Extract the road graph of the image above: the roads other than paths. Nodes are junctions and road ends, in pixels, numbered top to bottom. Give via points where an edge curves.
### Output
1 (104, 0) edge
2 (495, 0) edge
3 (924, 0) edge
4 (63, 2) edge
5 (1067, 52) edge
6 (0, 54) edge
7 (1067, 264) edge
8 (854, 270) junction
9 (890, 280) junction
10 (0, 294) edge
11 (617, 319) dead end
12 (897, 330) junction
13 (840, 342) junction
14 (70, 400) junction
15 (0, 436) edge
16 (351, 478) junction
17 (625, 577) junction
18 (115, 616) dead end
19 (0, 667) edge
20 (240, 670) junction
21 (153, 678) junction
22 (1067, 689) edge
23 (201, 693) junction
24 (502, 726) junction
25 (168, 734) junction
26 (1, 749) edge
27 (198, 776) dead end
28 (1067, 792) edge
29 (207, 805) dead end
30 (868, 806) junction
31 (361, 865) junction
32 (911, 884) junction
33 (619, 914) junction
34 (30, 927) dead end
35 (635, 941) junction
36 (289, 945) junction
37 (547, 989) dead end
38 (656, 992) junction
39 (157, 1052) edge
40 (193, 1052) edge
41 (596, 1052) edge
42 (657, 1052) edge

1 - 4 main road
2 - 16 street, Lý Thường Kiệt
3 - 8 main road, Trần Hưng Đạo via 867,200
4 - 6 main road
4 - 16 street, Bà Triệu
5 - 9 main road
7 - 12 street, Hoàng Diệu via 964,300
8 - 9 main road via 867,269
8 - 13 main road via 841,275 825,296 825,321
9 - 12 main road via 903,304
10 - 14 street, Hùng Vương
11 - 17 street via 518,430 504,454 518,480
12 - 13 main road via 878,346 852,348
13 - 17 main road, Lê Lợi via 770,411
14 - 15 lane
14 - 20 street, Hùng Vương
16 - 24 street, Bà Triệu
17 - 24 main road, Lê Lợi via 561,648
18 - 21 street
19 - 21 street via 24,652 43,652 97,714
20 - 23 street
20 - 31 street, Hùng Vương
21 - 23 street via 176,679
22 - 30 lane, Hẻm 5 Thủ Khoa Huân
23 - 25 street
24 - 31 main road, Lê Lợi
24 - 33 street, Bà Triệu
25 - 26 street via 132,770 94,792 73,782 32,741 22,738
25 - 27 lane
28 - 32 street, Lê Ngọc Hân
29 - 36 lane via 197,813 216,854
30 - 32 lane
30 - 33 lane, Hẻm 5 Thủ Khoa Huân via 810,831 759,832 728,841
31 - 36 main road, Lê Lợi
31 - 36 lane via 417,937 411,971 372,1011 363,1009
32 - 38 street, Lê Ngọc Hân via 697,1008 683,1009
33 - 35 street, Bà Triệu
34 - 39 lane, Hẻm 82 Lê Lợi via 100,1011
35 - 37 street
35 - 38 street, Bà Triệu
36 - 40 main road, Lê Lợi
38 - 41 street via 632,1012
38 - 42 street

▶ [REQUIREMENT]: Each record above has to be repeated word for word.

▶ [SOLUTION FOR THIS TASK]:
Extract the road graph of the image above: the roads other than paths. Nodes are junctions and road ends, in pixels, numbered top to bottom. Give via points where an edge curves.
### Output
1 (104, 0) edge
2 (495, 0) edge
3 (924, 0) edge
4 (63, 2) edge
5 (1067, 52) edge
6 (0, 54) edge
7 (1067, 264) edge
8 (854, 270) junction
9 (890, 280) junction
10 (0, 294) edge
11 (617, 319) dead end
12 (897, 330) junction
13 (840, 342) junction
14 (70, 400) junction
15 (0, 436) edge
16 (351, 478) junction
17 (625, 577) junction
18 (115, 616) dead end
19 (0, 667) edge
20 (240, 670) junction
21 (153, 678) junction
22 (1067, 689) edge
23 (201, 693) junction
24 (502, 726) junction
25 (168, 734) junction
26 (1, 749) edge
27 (198, 776) dead end
28 (1067, 792) edge
29 (207, 805) dead end
30 (868, 806) junction
31 (361, 865) junction
32 (911, 884) junction
33 (619, 914) junction
34 (30, 927) dead end
35 (635, 941) junction
36 (289, 945) junction
37 (547, 989) dead end
38 (656, 992) junction
39 (157, 1052) edge
40 (193, 1052) edge
41 (596, 1052) edge
42 (657, 1052) edge

1 - 4 main road
2 - 16 street, Lý Thường Kiệt
3 - 8 main road, Trần Hưng Đạo via 867,200
4 - 6 main road
4 - 16 street, Bà Triệu
5 - 9 main road
7 - 12 street, Hoàng Diệu via 964,300
8 - 9 main road via 867,269
8 - 13 main road via 841,275 825,296 825,321
9 - 12 main road via 903,304
10 - 14 street, Hùng Vương
11 - 17 street via 518,430 504,454 518,480
12 - 13 main road via 878,346 852,348
13 - 17 main road, Lê Lợi via 770,411
14 - 15 lane
14 - 20 street, Hùng Vương
16 - 24 street, Bà Triệu
17 - 24 main road, Lê Lợi via 561,648
18 - 21 street
19 - 21 street via 24,652 43,652 97,714
20 - 23 street
20 - 31 street, Hùng Vương
21 - 23 street via 176,679
22 - 30 lane, Hẻm 5 Thủ Khoa Huân
23 - 25 street
24 - 31 main road, Lê Lợi
24 - 33 street, Bà Triệu
25 - 26 street via 132,770 94,792 73,782 32,741 22,738
25 - 27 lane
28 - 32 street, Lê Ngọc Hân
29 - 36 lane via 197,813 216,854
30 - 32 lane
30 - 33 lane, Hẻm 5 Thủ Khoa Huân via 810,831 759,832 728,841
31 - 36 main road, Lê Lợi
31 - 36 lane via 417,937 411,971 372,1011 363,1009
32 - 38 street, Lê Ngọc Hân via 697,1008 683,1009
33 - 35 street, Bà Triệu
34 - 39 lane, Hẻm 82 Lê Lợi via 100,1011
35 - 37 street
35 - 38 street, Bà Triệu
36 - 40 main road, Lê Lợi
38 - 41 street via 632,1012
38 - 42 street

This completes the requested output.